RuntimeError: Expected index [4] to be smaller than self [4] apart from dimension 0 and to be smaller size than src [1]

The part of the code causing the problem is here. I was trying to use an RNN. I removed the rnn layer and the problem persists.

    def forward(self, input1, input2, mask_len):
        embedded1 = self.embedding(input1)
        packed_embeds_1 = pack_padded_sequence(embedded1,
                                               mask_len,
                                               batch_first=True,
                                               enforce_sorted=False)
        encoder_output_1 = pad_packed_sequence(packed_embeds_1,
                                               batch_first=True,
                                               total_length=self.max_length)

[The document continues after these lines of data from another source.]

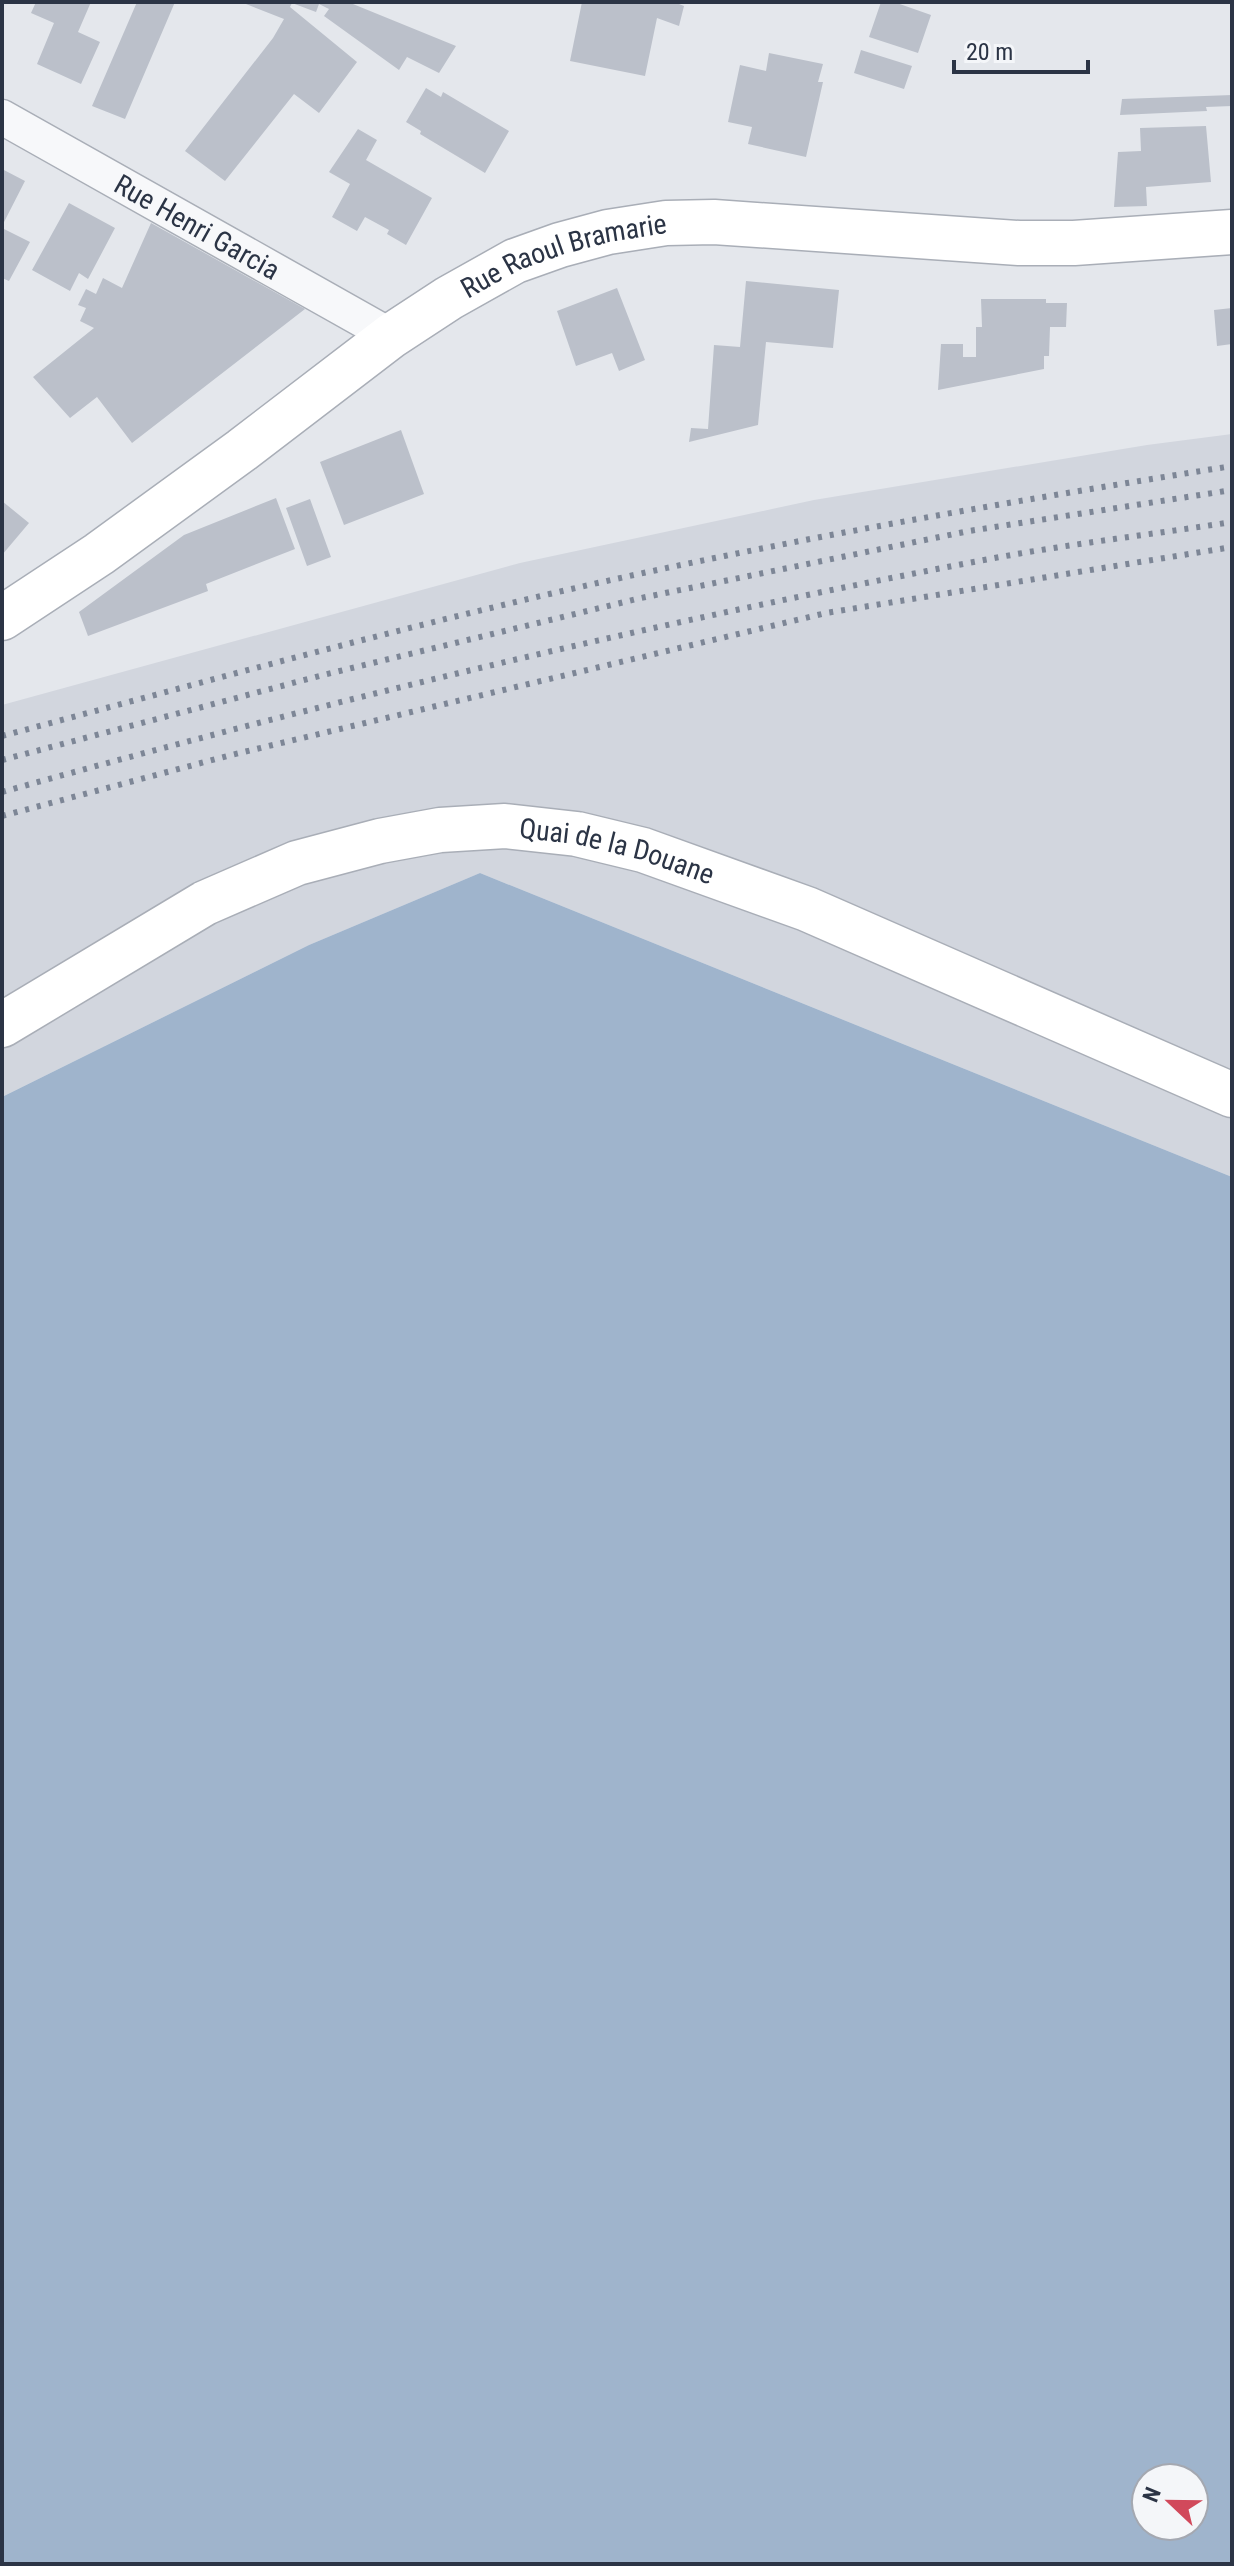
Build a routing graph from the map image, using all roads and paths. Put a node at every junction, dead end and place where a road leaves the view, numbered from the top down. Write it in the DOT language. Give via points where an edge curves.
graph roads {
  1 [pos="2,117"];
  2 [pos="1232,232"];
  3 [pos="391,336"];
  4 [pos="2,618"];
  5 [pos="2,1025"];
  6 [pos="1232,1095"];
  1 -- 3 [label="street, Rue Henri Garcia"];
  2 -- 3 [label="street, Rue Raoul Bramarie" via="1019,243 666,223 608,232 515,261"];
  3 -- 4 [label="street, Rue Raoul Bramarie" via="123,537"];
  5 -- 6 [label="street, Quai de la Douane" via="205,903 297,863 440,830 505,826 577,834 643,850 807,909"];
}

My code runs without a problem before I am trying to convert it to a TorchScript. And TorchScript works fine until I add the rnn layer (using pack_padded_sequence and pad_packed_sequence ).

cc @suo @gmagogsfm

The text was updated successfully, but these errors were encountered:

wconstab · 2020-07-30T16:30:09Z

@nlpconf Please provide more details about how to reproduce this issue, such as which input arguments to supply to the function. Ideally, provide a whole self-contained repro .py script.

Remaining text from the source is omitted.